Many TESLAs have 16 Gb, and there are new Turing architecture Quadro models (RTX 6000, RTX 8000) with 24 and 48 Gb GDDR6 respectively. Quadro GV100 (Volta) has 32 Gb HBM2.

There are some tricks like reducing batch size, converting models to FP16 and even INT8 (in the case of inference), pruning, binarization, and so on (more on approaches to memory saving). Some of them are easy to implement (or they are already supported in your framework of choice), some are not. Anyway, you’d like to have more memory available.

The tricky part here is that some NN-related calculations are bandwidth-limited, not computation-limited! This basically means that your cool hot GPU works significantly below it’s peak performance, and either you could possibly achieve the same results with the cheaper hardware, or you could make it more efficient with other hardware (not necessarily with larger performance, but with larger bandwidth).

Here is a post on computation and memory bandwidth by Eugenio Culurciello et al.

The paper states that in some worst-case conditions the efficiency of the GPU is in the range of 15–20% of peak theoretical performance! So, your brand new Tesla V100 turns into GTX 1050 Ti — GTX 1060.

In such bad cases looking at bandwidth can be helpful. For example, GTX Titan Xp (10790 FP32 GFLOPS, 547 GB/s bandwidth) can be faster than GTX 1080 Ti (10609 FP32 GFLOPS, 484 GB/s) by up to 13% on such bandwidth-limited tasks. And GTX Titan V with 652.8 GB/s looks even better. Tesla V100 has 900 GB/s, P100 has 720 GB/s.

From the paper “Optimizing Memory Efficiency for Deep Convolutional Neural Networks on GPUs”:

Convolutional layers are typically most time consuming in a whole network. Therefore, achieving high arithmetic throughputs has been the main optimization objective. … Counter-intuitively, we observe that the convolutional layers are not necessarily only compute bound. Specifically, for convolutional layers with small C and N dimensions, the performance is actually memory bound similar to 2D convolution.
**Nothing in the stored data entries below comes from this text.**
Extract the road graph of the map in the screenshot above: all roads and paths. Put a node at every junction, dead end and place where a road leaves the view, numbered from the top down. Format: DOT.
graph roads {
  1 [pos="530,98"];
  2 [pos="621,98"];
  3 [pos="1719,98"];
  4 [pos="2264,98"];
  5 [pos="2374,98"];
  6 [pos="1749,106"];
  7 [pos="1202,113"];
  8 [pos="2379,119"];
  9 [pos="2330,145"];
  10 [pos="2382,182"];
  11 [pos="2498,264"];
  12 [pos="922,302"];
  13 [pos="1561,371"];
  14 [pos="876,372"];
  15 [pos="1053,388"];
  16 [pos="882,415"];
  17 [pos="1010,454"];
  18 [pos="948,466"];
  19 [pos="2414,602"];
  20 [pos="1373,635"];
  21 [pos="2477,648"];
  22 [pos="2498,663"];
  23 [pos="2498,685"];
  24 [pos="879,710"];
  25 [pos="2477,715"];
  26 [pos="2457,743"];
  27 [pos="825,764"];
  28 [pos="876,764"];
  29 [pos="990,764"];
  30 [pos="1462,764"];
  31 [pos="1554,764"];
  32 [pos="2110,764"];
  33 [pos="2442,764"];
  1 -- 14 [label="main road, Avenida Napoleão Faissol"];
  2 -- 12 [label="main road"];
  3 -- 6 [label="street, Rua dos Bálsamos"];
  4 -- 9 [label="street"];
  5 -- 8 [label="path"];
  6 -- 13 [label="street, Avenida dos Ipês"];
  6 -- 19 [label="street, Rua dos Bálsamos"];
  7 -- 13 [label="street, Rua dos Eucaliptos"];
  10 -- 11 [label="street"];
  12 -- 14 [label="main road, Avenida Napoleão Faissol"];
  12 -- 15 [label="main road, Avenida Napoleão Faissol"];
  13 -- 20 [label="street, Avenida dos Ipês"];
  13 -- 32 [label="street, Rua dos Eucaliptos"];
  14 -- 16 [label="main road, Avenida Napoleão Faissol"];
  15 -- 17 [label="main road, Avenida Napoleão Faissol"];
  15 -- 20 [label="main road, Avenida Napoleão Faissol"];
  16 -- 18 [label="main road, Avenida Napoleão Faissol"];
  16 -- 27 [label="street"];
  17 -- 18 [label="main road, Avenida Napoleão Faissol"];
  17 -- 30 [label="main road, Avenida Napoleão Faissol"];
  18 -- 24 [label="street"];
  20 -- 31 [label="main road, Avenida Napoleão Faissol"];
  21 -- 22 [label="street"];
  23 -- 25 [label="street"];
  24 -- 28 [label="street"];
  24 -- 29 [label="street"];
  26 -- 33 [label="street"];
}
Pooling layers are usually paired with convolutional layers in CNNs. Compared to convolutional layers, pooling layers have low arithmetic complexity, O(N*C*H*W). Its performance is mainly bounded by memory efficiency (i.e., bandwidth and latency)

Each step in the softmax layer involves element-wise matrix or matrix-vector computation. The low arithmetic intensity in these matrix vector operations, and the intermediate data communication across different steps also make them memory bound.”

In typical RNN implementations recurrent weight matrix has to be reloaded from memory on each timestep, making RNN calculations a bandwidth bound. Due to their inherent sequentionality it’s hard to make RNN to use all the resources of GPU.

There exist some solutions (like Persistent RNN) to make a bandwidth bound problem a compute bound problem. According to the article on Persistent RNNs:

“The peak floating point throughput of a Titan X is 6.144 TFLOP/s. A straightforward implementation of a RNN using GEMM operations achieves 0.099 TFLOP/s at a layer size of 1152 using Nervana Systems GEMM kernels at a mini-batch size of 4. Our initial Persistent RNN implementation with the same layer and mini-batch size achieves over 2.8 TFLOP/s resulting in a 30x speedup.”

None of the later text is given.